Targeting Ovarian Cancer Stem Cells by Dual Inhibition of the Long Noncoding RNA HOTAIR and Lysine Methyltransferase EZH2.

The persistence of cancer stem cells (CSC) is believed to contribute to resistance to platinum-based chemotherapy and disease relapse in ovarian cancer, the fifth leading cause of cancer-related death among US women. HOXC transcript antisense RNA (HOTAIR) is a long, noncoding RNA (lncRNA) overexpressed in high-grade serous ovarian cancer and linked to chemoresistance.
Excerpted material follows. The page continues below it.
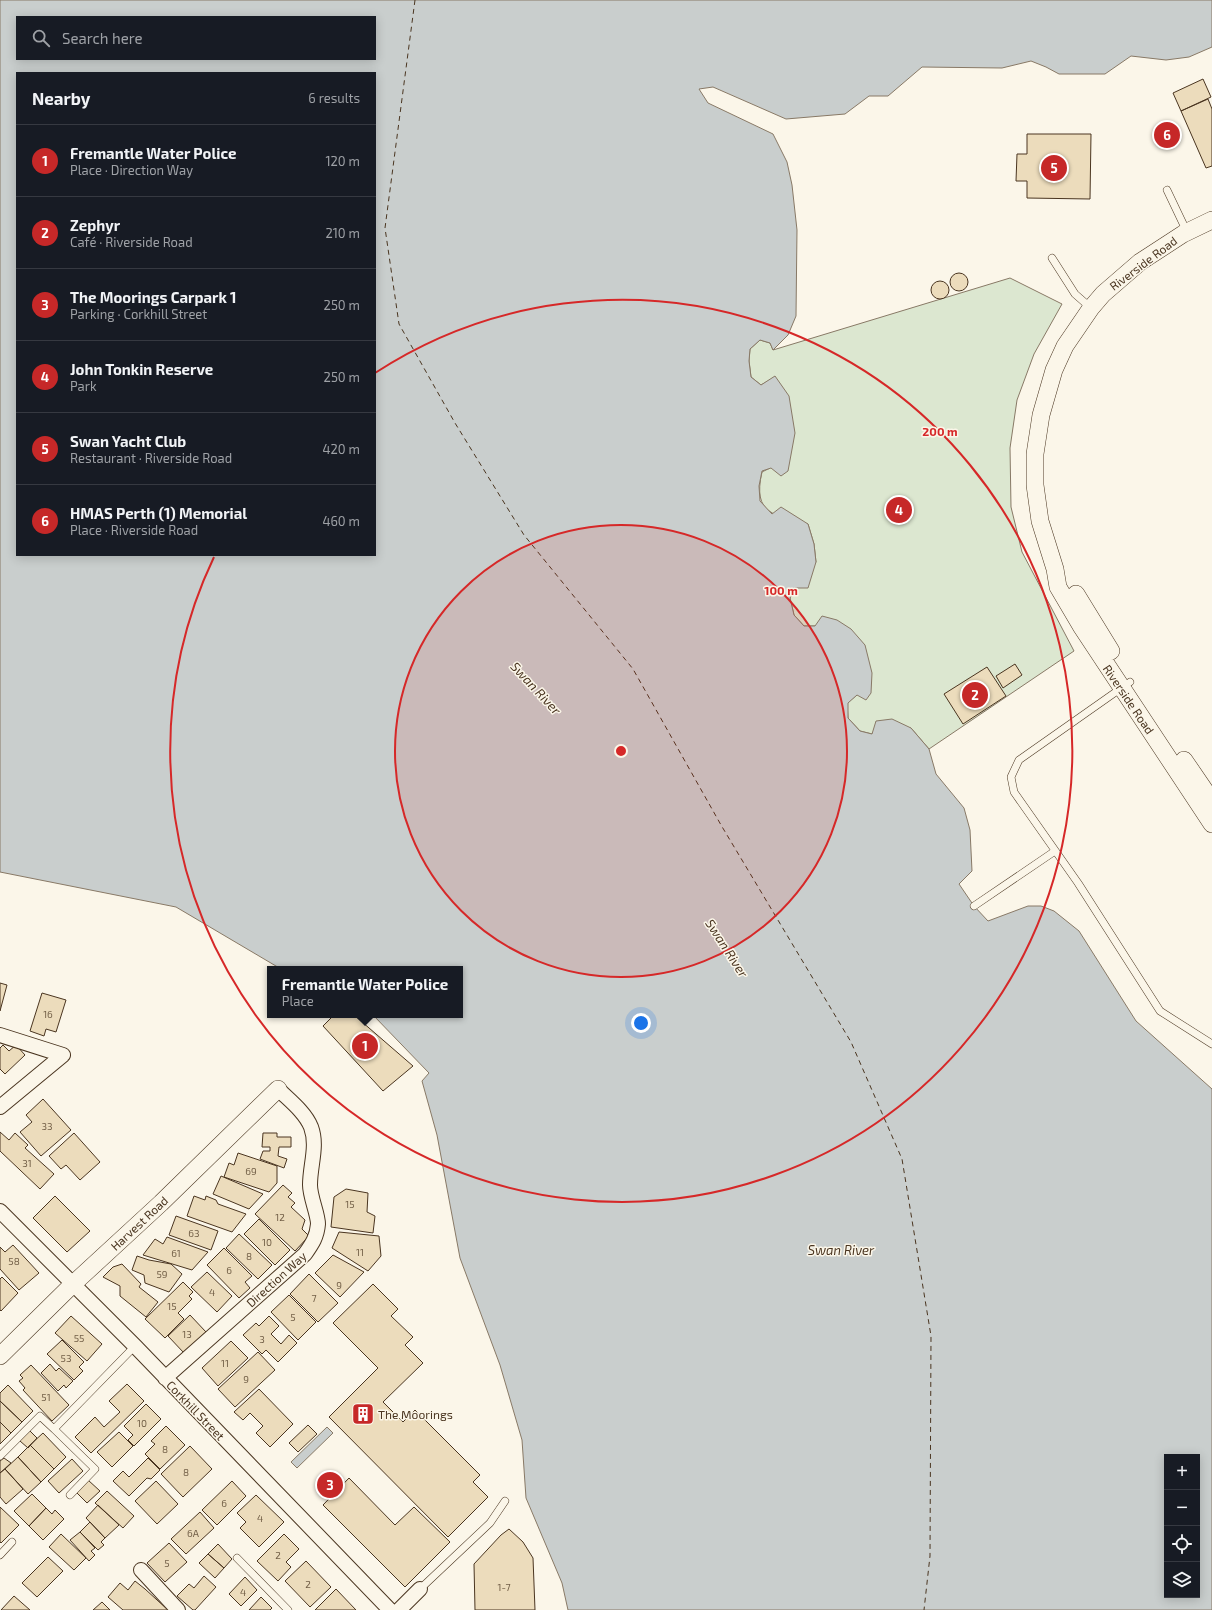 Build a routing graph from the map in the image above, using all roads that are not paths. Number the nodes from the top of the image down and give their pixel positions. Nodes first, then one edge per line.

However, HOTAIR impacts chromatin dynamics in ovarian CSCs. Oncogenic lncRNA's contributions to drug-resistant disease are incompletely understood. Here, we generated HOTAIR knockout (KO) high-grade serous ovarian cancer cell lines using paired CRISPR guide RNA design to investigate the function of HOTAIR. We show the loss of HOTAIR function resensitized ovarian cancer cells to platinum treatment and decreased the population of ovarian CSCs. Furthermore, HOTAIR KO inhibited the development of stemness-related phenotypes, including spheroid formation ability and expression of key stemness-associated genes ALDH1A1, NOTCH3, SOX9, and PROM1. HOTAIR KO altered the cellular transcriptome and chromatin accessibility landscape of multiple oncogenic-associated genes and pathways, including the NF-kB pathway. HOTAIR functions as an oncogene by recruiting enhancer of zeste homolog 2 (EZH2) to catalyze H3K27 trimethylation to suppress downstream tumor suppressor genes, and it was of interest to inhibit both HOTAIR and EZH2. In vivo, combining a HOTAIR inhibitor with an EZH2 inhibitor and platinum chemotherapy decreased tumor formation and increased survival. These results suggest a key role for HOTAIR in ovarian CSCs and malignant potential. Targeting HOTAIR in combination with epigenetic therapies may represent a therapeutic strategy to ameliorate ovarian cancer progression and resistance to platinum-based chemotherapy.